ElastiCache is just an Amazon run copy of Memcached (Much like Amazon RDS is just an Amazon run copy of either MySQL or Oracle), and as such any plugin that uses memcache will support ElastiCache out of the box.
I setup a ElastiCache pool and connected W3 total cache to it yesterday with absolutely no problems.
Thread Starter
brvce
(@brvce)
Thanks Nick – can I ask how you ‘connect ‘ them. Does W3 detect it somehow and add it to the drop down box or did you have to tweak something else.
Bruce
When you create an elasticache pool you are given a list of hostnames (one for each node you create), then simply select Memcached for the cache type in W3 Total Cache, and on the settings tab for the particular cache you are using Elasticache for, put the hosts that amazon gives you (with :11211 on each one, the standard Memcache port), comma separated
Thread Starter
brvce
(@brvce)
Thanks a bunch – appreciate it.
Maybe I’m misunderstanding, but W3TC will not let you choose memcache (it is grayed out) unless you install it on the server.
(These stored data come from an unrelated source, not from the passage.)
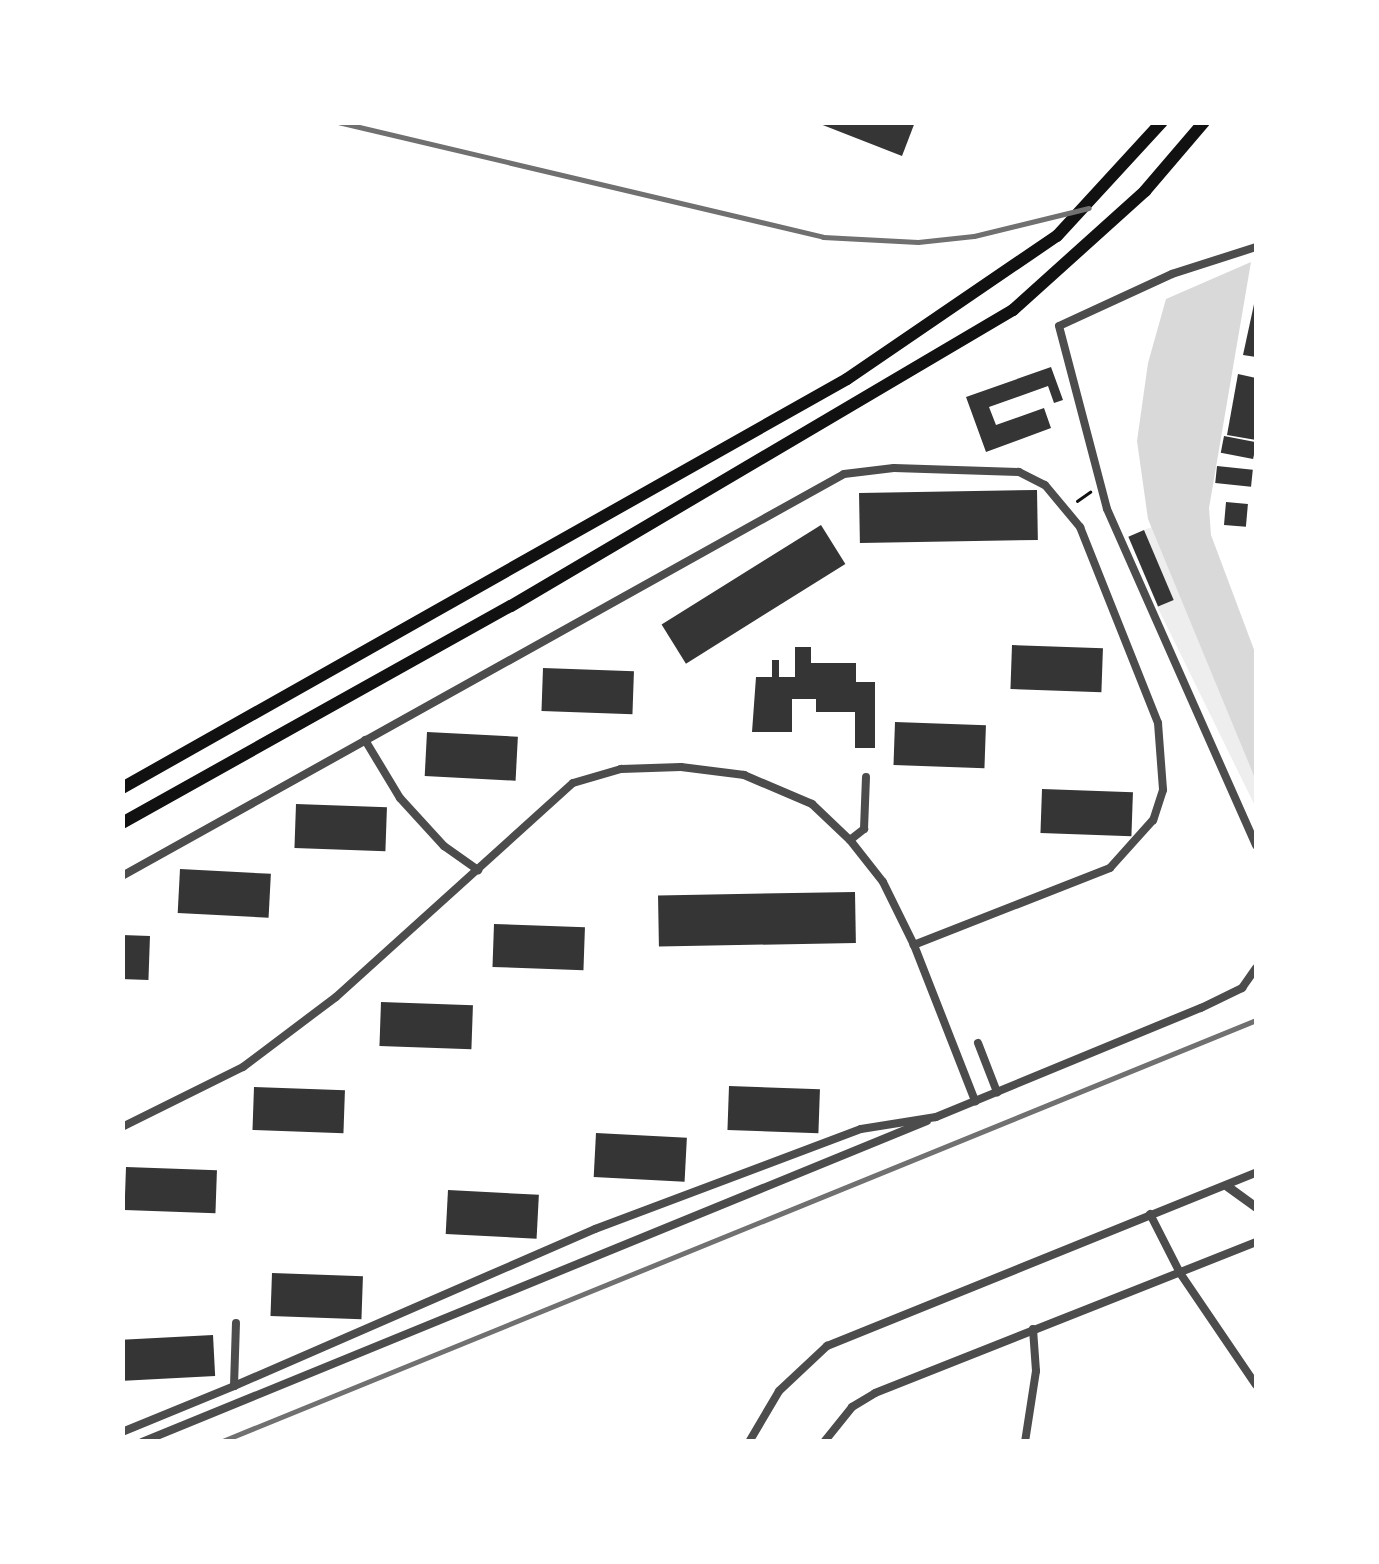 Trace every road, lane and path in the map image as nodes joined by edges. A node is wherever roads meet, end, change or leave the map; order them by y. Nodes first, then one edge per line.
1 (1162, 122) edge
2 (1204, 122) edge
3 (1256, 247) edge
4 (1090, 494) dead end
5 (1066, 507) junction
6 (365, 740) junction
7 (866, 777) dead end
8 (122, 788) edge
9 (122, 822) edge
10 (850, 840) junction
11 (1256, 846) edge
12 (478, 870) junction
13 (122, 876) edge
14 (914, 945) junction
15 (1256, 968) edge
16 (978, 1043) dead end
17 (998, 1092) junction
18 (974, 1101) junction
19 (936, 1117) junction
20 (122, 1127) edge
21 (1256, 1173) edge
22 (1226, 1186) junction
23 (1256, 1207) edge
24 (1150, 1214) junction
25 (1256, 1242) edge
26 (1180, 1274) junction
27 (236, 1324) dead end
28 (1033, 1329) junction
29 (1256, 1385) edge
30 (234, 1386) junction
31 (122, 1432) edge
32 (142, 1442) edge
33 (749, 1442) edge
34 (824, 1442) edge
35 (1025, 1442) edge

1 - 8 highway
2 - 9 highway
3 - 11 street
4 - 5 path
5 - 6 street
5 - 14 street
6 - 12 street
6 - 13 street
7 - 10 street
10 - 12 street
10 - 14 street
12 - 20 street
14 - 18 street
15 - 17 street
16 - 17 street
17 - 18 street
18 - 19 street
19 - 30 street
19 - 32 street
21 - 22 street
22 - 23 street
22 - 24 street
24 - 26 street
24 - 33 street
25 - 26 street
26 - 28 street
26 - 29 street
27 - 30 street
28 - 34 street
28 - 35 street
30 - 31 street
@nickmoline, can you please explain the process of implementing ElastiCache… again.
you don’t need to have memcache installed, only the memcache pecl module in your php installation. Elasticache is a memcached server, nothing more nothing less. As long as you have the memcache pecl module installed in your php, the memcache option will be available on the W3TC dropdowns.
You can install the pecl module with:
pecl install memcache
OR on an apt based system like debian or ubuntu
apt-get install php5-memcache
Right, what I was thinking. Thanks @nickmoline.
Another question @nickmoline, if you don’t mind.
What do you think of ElastiCache performance/cost wise?
@nick,
You say “I setup a ElastiCache pool and connected W3 total cache to it yesterday with absolutely no problems.”
However here is what AWS FAQs is saying:
Can programs running on servers in my own data center access Amazon ElastiCache?
No. Currently, all clients to an ElastiCache Cluster must be within the Amazon EC2 network, and authorized via security groups.
I found out that the hard way. Digging into AWS, lunching instances, creating nodes, creating various security groups (firewalls), etc.
It turns out you can use ElastiCache only if you host your site at Amazon EC2 network.
Any thoughts?
I was also able to set up ElastiCache for a WP install running on EC2 with the Bitnami WP stack.